WHAT THE TASK REQUIRES: Look for "Kohler" in each line of the records, and copy the lines that have it.

::: RECORDS PROVIDED :::

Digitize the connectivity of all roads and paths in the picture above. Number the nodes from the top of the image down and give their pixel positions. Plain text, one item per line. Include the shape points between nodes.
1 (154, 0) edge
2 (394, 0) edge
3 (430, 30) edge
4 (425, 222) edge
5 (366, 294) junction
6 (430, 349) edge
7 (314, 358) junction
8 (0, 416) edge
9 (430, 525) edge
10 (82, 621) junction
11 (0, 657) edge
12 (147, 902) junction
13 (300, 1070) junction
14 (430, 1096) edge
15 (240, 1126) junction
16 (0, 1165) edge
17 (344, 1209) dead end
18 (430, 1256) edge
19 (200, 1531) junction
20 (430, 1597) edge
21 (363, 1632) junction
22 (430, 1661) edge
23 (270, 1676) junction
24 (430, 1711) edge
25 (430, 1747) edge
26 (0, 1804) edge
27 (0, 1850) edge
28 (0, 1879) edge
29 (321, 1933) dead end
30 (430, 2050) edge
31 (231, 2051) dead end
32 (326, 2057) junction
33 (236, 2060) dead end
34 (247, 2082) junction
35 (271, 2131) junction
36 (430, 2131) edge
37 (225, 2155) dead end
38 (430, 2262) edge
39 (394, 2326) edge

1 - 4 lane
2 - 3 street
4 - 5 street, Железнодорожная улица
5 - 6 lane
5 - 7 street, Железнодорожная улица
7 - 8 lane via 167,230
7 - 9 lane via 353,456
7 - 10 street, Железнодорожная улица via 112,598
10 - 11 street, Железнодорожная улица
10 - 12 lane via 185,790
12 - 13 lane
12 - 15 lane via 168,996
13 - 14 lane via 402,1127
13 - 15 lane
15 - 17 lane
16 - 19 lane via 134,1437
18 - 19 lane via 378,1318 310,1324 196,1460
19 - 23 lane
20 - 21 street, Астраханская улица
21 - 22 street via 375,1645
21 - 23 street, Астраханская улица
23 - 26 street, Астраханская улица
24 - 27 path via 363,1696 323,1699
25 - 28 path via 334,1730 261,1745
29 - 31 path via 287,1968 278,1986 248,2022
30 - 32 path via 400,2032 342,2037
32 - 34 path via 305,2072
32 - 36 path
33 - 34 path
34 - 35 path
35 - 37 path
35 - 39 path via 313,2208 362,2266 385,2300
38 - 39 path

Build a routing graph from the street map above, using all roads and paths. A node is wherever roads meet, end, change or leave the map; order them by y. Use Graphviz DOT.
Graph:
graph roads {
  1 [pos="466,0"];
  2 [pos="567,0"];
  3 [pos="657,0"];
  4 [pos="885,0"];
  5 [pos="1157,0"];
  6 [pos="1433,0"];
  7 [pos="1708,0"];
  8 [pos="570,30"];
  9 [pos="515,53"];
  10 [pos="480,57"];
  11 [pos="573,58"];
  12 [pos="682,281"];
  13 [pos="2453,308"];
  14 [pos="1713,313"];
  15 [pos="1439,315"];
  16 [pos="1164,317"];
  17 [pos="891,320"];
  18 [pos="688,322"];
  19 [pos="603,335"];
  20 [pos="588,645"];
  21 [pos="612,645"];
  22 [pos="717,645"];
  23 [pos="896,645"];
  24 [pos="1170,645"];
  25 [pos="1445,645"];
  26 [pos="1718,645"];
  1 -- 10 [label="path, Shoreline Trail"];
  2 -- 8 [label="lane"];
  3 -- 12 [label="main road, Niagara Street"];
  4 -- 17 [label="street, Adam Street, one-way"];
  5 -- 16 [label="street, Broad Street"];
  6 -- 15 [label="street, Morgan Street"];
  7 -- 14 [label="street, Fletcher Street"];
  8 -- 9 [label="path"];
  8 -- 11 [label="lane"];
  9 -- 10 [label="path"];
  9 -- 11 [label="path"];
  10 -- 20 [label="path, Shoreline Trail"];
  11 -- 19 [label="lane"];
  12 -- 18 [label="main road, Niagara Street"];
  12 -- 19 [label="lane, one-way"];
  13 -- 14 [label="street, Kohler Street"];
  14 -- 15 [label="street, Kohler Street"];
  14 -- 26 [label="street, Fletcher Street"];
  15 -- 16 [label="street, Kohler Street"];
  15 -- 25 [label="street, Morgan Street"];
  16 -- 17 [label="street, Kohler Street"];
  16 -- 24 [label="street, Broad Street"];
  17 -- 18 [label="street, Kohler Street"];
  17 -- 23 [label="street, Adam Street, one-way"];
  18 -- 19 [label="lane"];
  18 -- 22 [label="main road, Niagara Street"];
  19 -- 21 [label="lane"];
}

:::

OUTPUT OF THE EXERCISE:
  13 -- 14 [label="street, Kohler Street"];
  14 -- 15 [label="street, Kohler Street"];
  15 -- 16 [label="street, Kohler Street"];
  16 -- 17 [label="street, Kohler Street"];
  17 -- 18 [label="street, Kohler Street"];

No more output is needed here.